I wouldn't put it past the ComPigs to go on a parking patrol in an act of spite, ticketing anything they can find; tax, insurance, or annual inspection tag violations, or they'll be giving cycling licences and helmet fitting extra scrutiny when they pull their random stops. If all else fails there are always the old ways and means, such as insufficient rear tyre tread, or lack of all the required area of reflective clothing or day running lights for bike and rider. Which reminds me; I'll need to buy a new tyre soon. Hopefully there'll be some really new ones available, rather than me having to put up with one of those shoddy remakes again.

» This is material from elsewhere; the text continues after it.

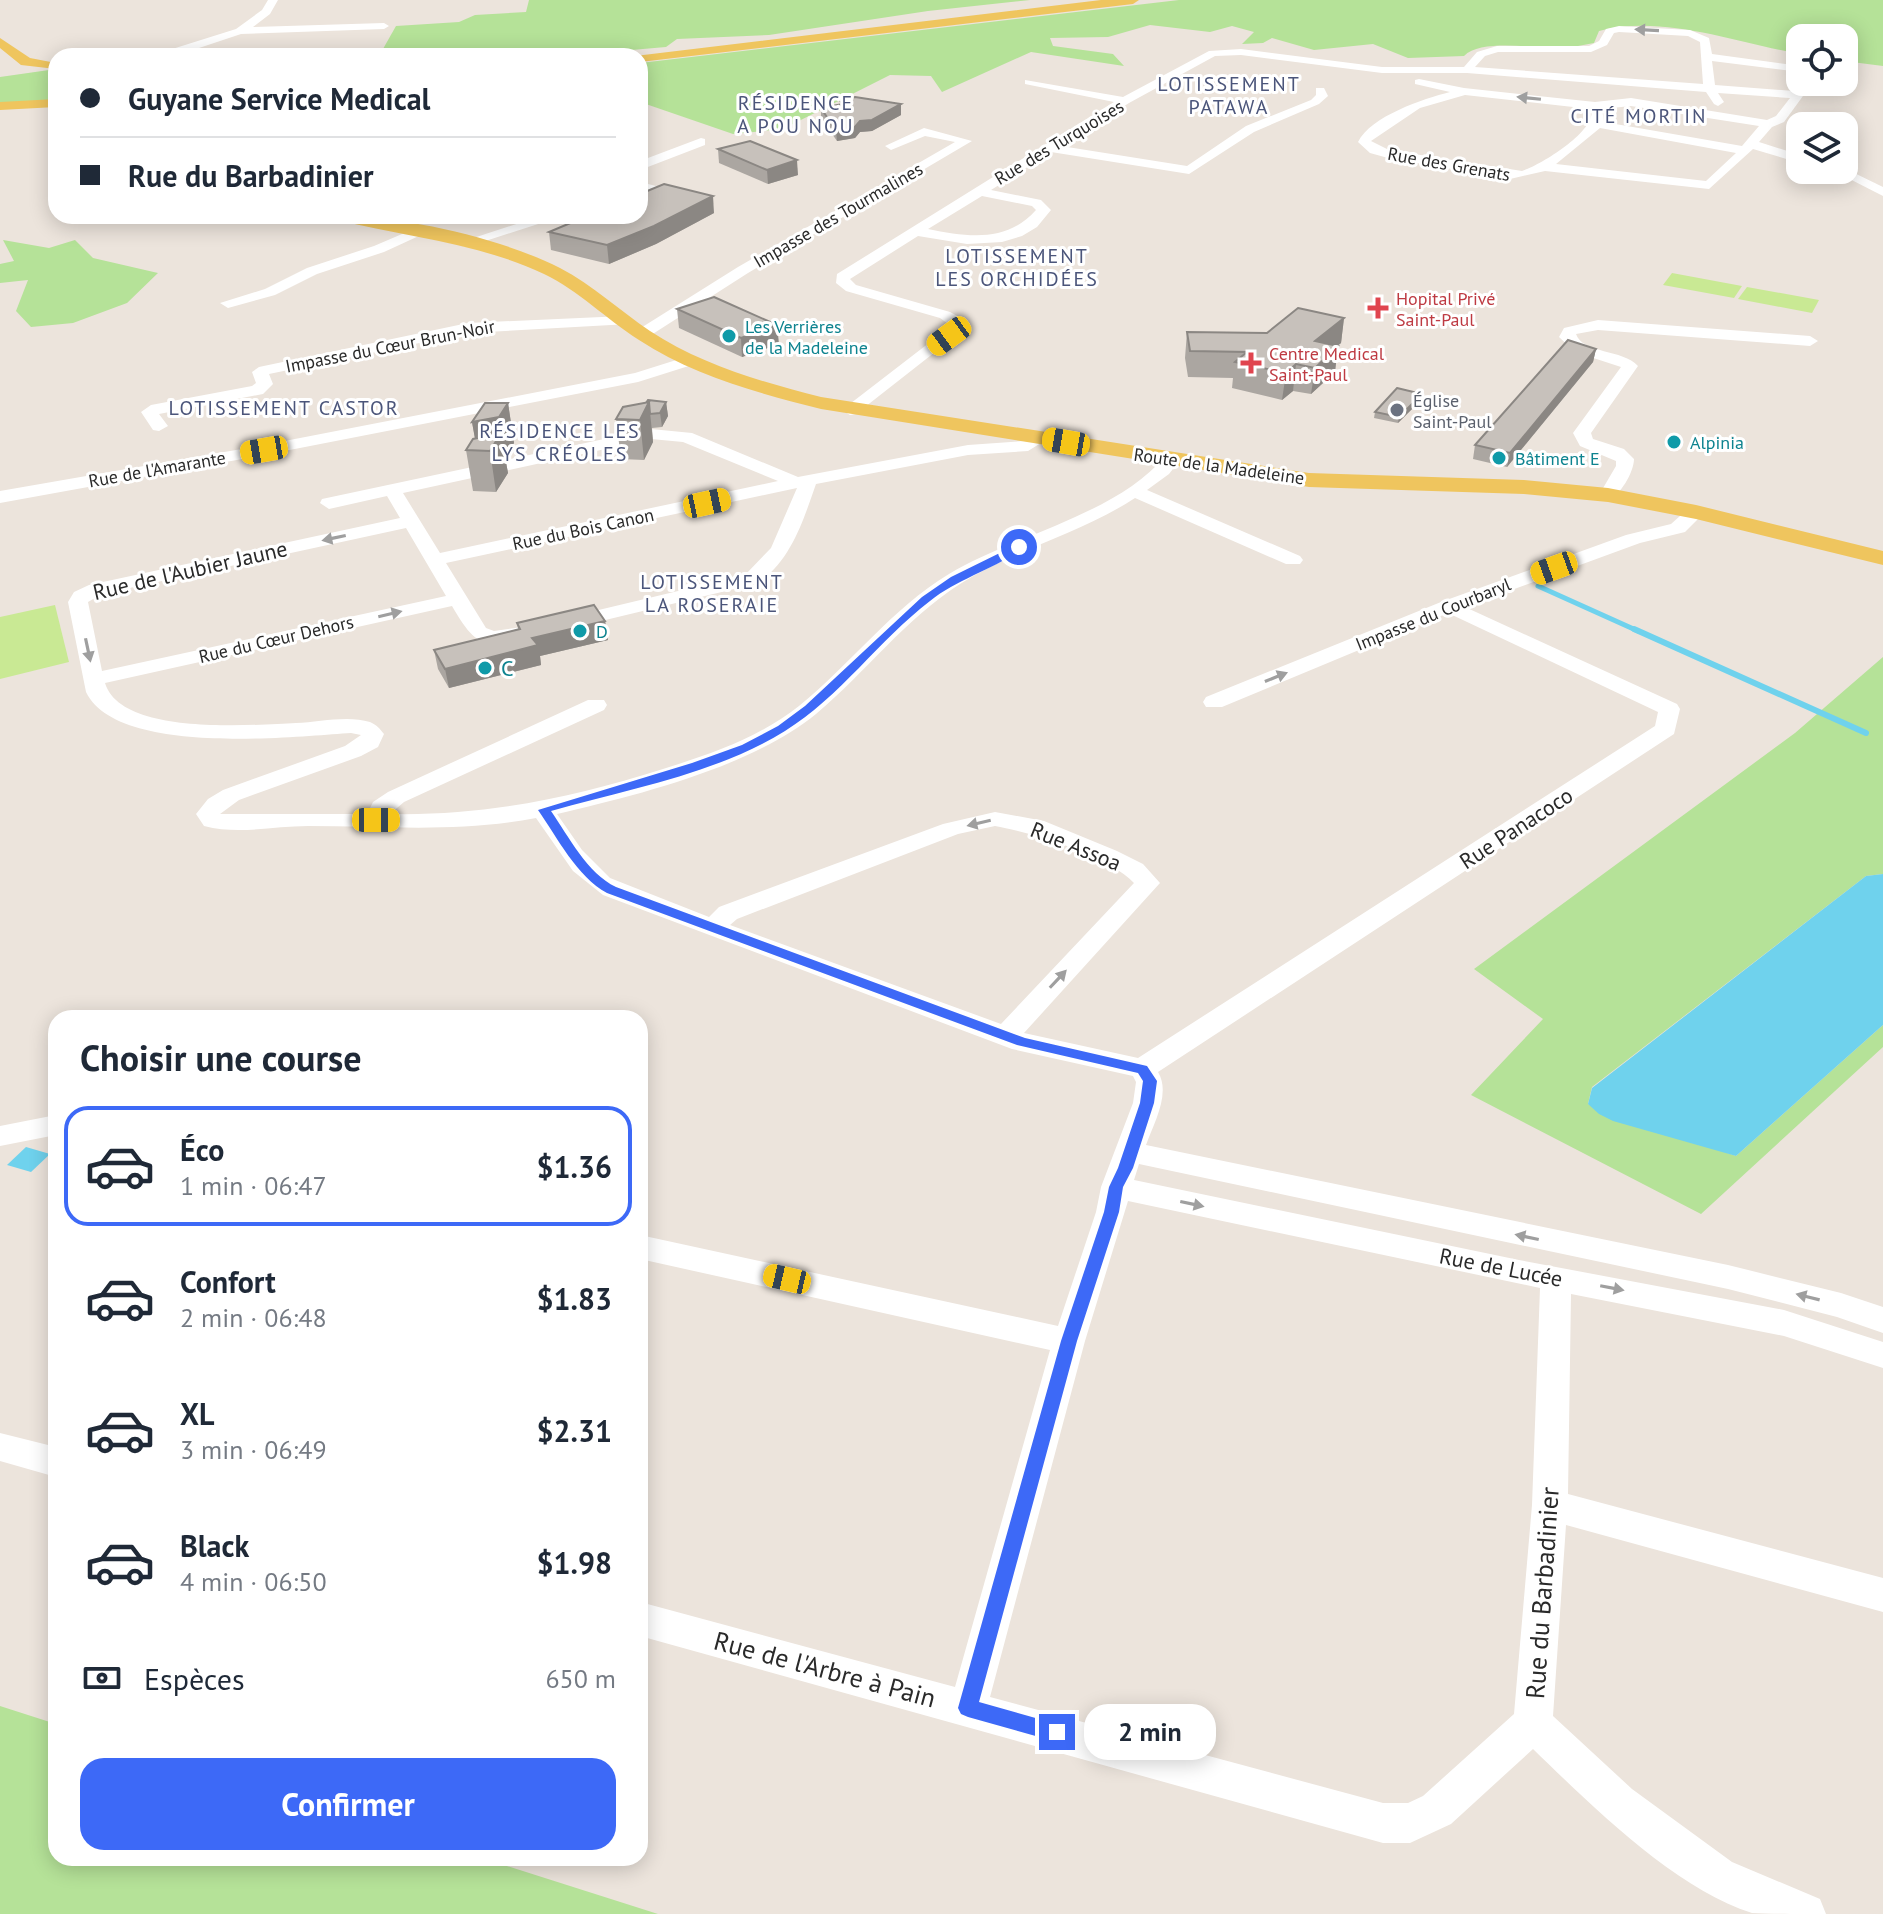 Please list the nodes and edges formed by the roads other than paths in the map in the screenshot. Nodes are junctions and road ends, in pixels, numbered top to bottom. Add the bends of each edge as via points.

Doing my best to be inconspicuous I slow down and blend in. It takes a while for my thudding heart and flushed face to return to normal. I make it into Media House without further problems, park the bike, and set my very illegal dark tag that I keep handy for just such an eventuality to transmit a proxy registration if queried by a long range RFID scanner for a while, just in case one of the little fuckers decides to try a random beam sweep. Yes I'm old enough to know better, but I really despise those cunts who would impose themselves so harshly on their fellow citizens; even their next door neighbours or co-workers, just so they can earn some extra privilege points. I hope that they skulk back to their ordinary assignments empty-handed and realising they're just going to have to live as the rest of us have to with only the standard ration of life's little luxuries. Or they'll have to do as we do and buy some top-up cred to make up any shortfall.